EXERCISE BRIEF |
Pictures stay out; everything else in the entries below is to be duplicated exactly.

+ + + + +

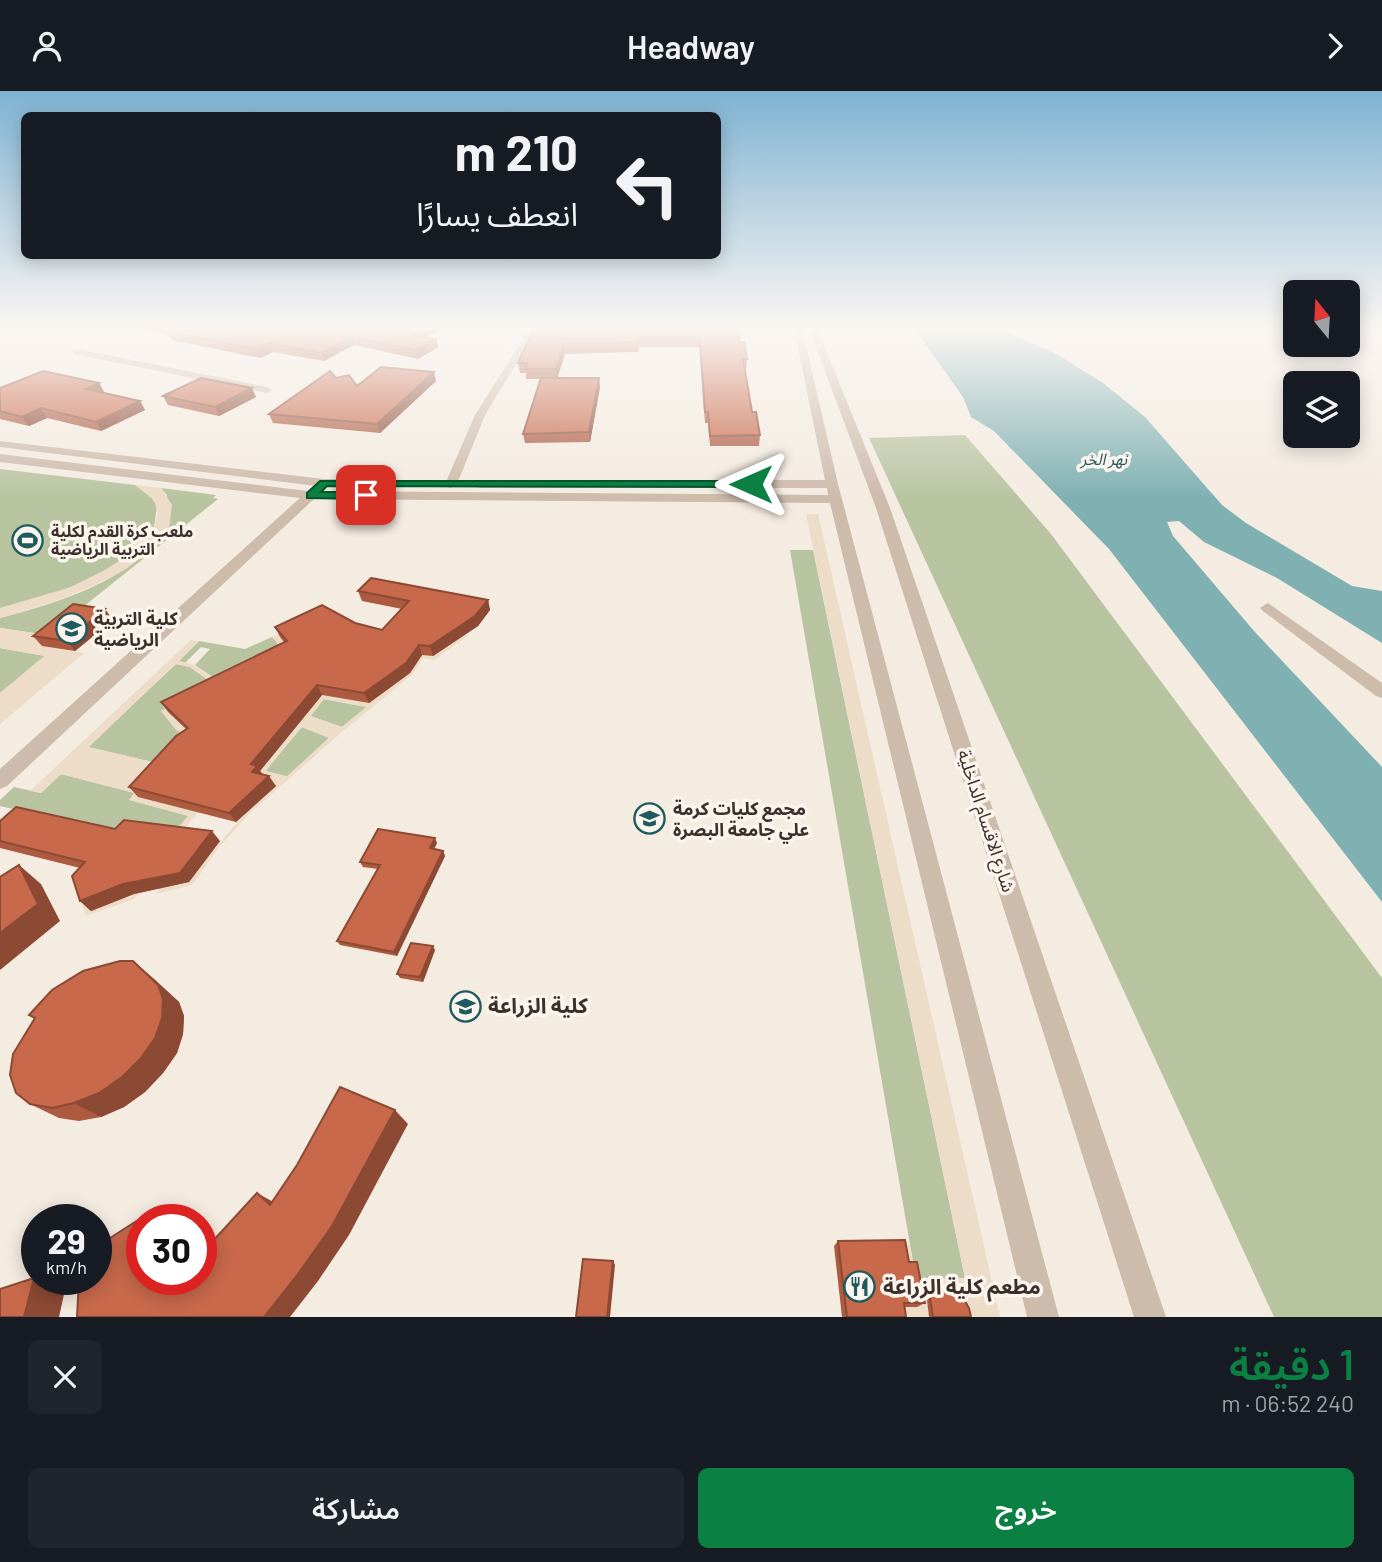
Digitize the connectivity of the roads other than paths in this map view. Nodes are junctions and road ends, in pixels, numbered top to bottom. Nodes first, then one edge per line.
1 (243, 385) edge
2 (497, 385) edge
3 (811, 385) edge
4 (835, 385) edge
5 (267, 390) dead end
6 (0, 444) edge
7 (0, 458) edge
8 (324, 483) junction
9 (451, 484) junction
10 (834, 491) junction
11 (311, 495) junction
12 (1268, 608) dead end
13 (1382, 692) edge
14 (0, 781) edge
15 (1043, 1317) edge
16 (1150, 1317) edge

1 - 5 street
2 - 9 street
3 - 10 street
4 - 16 street, شارع الاقسام الداخلية
6 - 8 street
7 - 11 street
8 - 9 street
8 - 11 street
9 - 10 street
10 - 11 street
10 - 15 street
11 - 14 street
12 - 13 street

+ + + + +

TASK RESULT |
Digitize the connectivity of the roads other than paths in this map view. Nodes are junctions and road ends, in pixels, numbered top to bottom. Nodes first, then one edge per line.
1 (243, 385) edge
2 (497, 385) edge
3 (811, 385) edge
4 (835, 385) edge
5 (267, 390) dead end
6 (0, 444) edge
7 (0, 458) edge
8 (324, 483) junction
9 (451, 484) junction
10 (834, 491) junction
11 (311, 495) junction
12 (1268, 608) dead end
13 (1382, 692) edge
14 (0, 781) edge
15 (1043, 1317) edge
16 (1150, 1317) edge

1 - 5 street
2 - 9 street
3 - 10 street
4 - 16 street, شارع الاقسام الداخلية
6 - 8 street
7 - 11 street
8 - 9 street
8 - 11 street
9 - 10 street
10 - 11 street
10 - 15 street
11 - 14 street
12 - 13 street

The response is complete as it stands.